In 1918, Urmia was defended by 25,000 local Christian (Nestorian) Assyrians of the Urmia villages that had withstood a siege by local Muslim rivals, until the Russian army reached Urmia in May 1915. About 35,000 more Assyrians from the Hakkiari Mountains south of Lake Van, declared war on the Ottomans in 1915 and then retreated towards the Russians, when they were unable to break through. These refugees settled at Salmas, north of Urmia and attacked the local population, who began to call them Jelus. After the Russian armies collapsed, the Ottomans drove another 20,000 Armenians from around Lake Van, who joined the earlier fugitives. Tsarist officers reorganised the two groups defending Salmas until June, when they retreated to the group at Urmia. A British officer had been sent from Tiflis with offers of organisation and help but the assurances were not honoured, which reduced British prestige. A local teacher-turned-general, Agha Petros, managed to unite the three factions and repulse fourteen Ottoman attacks.
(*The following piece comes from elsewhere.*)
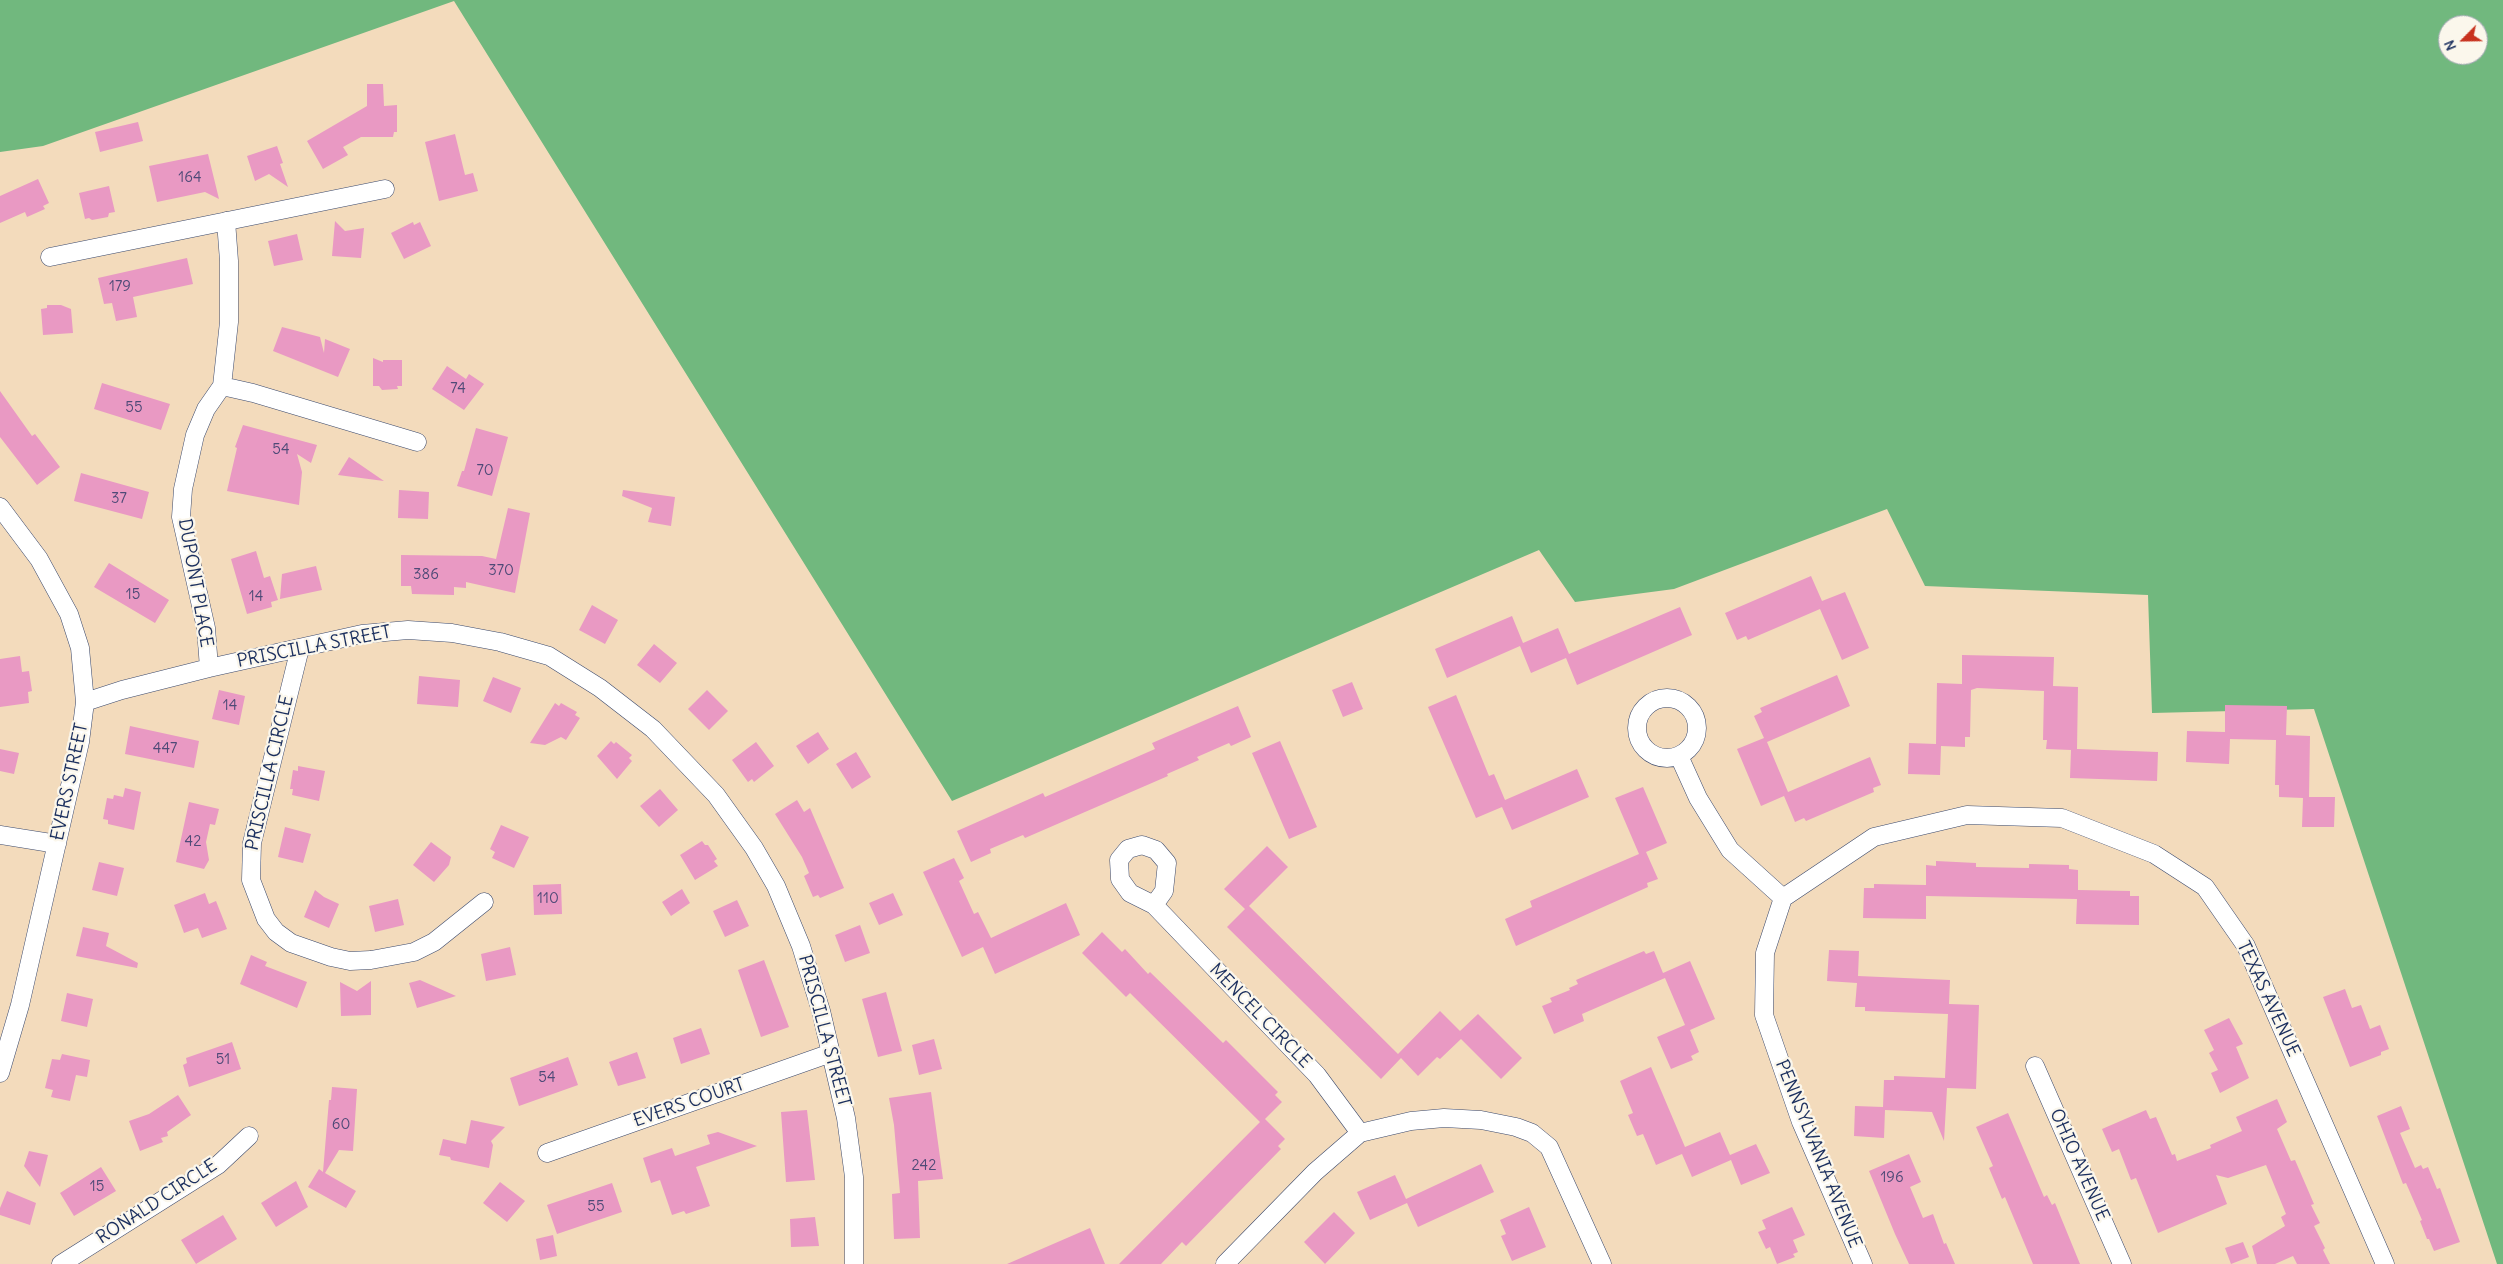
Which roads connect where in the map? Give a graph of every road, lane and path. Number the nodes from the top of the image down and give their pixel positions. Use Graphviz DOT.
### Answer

On 8 July, before Dunsterforce set off for Baku, Lieutenant K. M. Pennington flew to the Jelus at Urmia, who were under siege by the 5th Ottoman Division and the 6th Ottoman Division of the Ottoman army. Dunsterville offered to send money, machine-guns and ammunition north from Bijar, if Petross pushed a force through the Ottoman siege lines around Lake Urmia, to meet the column and escort it in. The column departed from Bijar on 19 July, commanded by Major J. C. More, carrying £45,000 in Iranian silver Dinar, twelve Lewis guns and 100,000 rounds of ammunition, accompanied by Captain Stanley Savige, five Dunsterforce officers and fifteen NCOs, escorted by a squadron of the 14th (King's) Hussars (Colonel Bridges). The British reached the rendezvous at Sain Kala on 23 July as arranged but there was no reception party waiting. After a couple of days, Bridges decided that he must return before the grain supply for the horses ran out.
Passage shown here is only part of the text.